----- GIVEN ENTRIES
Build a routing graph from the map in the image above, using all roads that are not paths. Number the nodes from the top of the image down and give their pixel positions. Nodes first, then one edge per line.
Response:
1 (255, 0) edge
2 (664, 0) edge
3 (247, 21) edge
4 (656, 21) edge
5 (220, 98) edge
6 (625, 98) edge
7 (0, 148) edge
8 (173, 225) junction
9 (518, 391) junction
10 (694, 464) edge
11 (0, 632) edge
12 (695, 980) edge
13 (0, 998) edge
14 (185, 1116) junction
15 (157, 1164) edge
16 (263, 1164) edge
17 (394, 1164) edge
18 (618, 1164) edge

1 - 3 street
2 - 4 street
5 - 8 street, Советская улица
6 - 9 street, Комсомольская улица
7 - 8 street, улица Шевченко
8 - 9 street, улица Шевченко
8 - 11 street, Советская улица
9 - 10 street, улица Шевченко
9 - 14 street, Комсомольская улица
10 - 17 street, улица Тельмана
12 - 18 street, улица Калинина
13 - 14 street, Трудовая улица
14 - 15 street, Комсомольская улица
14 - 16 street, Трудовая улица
----------
→ WHAT TO PRODUCE: Every record must be transcribed exactly as written.

→ RESPONSE AREA:
Build a routing graph from the map in the image above, using all roads that are not paths. Number the nodes from the top of the image down and give their pixel positions. Nodes first, then one edge per line.
Response:
1 (255, 0) edge
2 (664, 0) edge
3 (247, 21) edge
4 (656, 21) edge
5 (220, 98) edge
6 (625, 98) edge
7 (0, 148) edge
8 (173, 225) junction
9 (518, 391) junction
10 (694, 464) edge
11 (0, 632) edge
12 (695, 980) edge
13 (0, 998) edge
14 (185, 1116) junction
15 (157, 1164) edge
16 (263, 1164) edge
17 (394, 1164) edge
18 (618, 1164) edge

1 - 3 street
2 - 4 street
5 - 8 street, Советская улица
6 - 9 street, Комсомольская улица
7 - 8 street, улица Шевченко
8 - 9 street, улица Шевченко
8 - 11 street, Советская улица
9 - 10 street, улица Шевченко
9 - 14 street, Комсомольская улица
10 - 17 street, улица Тельмана
12 - 18 street, улица Калинина
13 - 14 street, Трудовая улица
14 - 15 street, Комсомольская улица
14 - 16 street, Трудовая улица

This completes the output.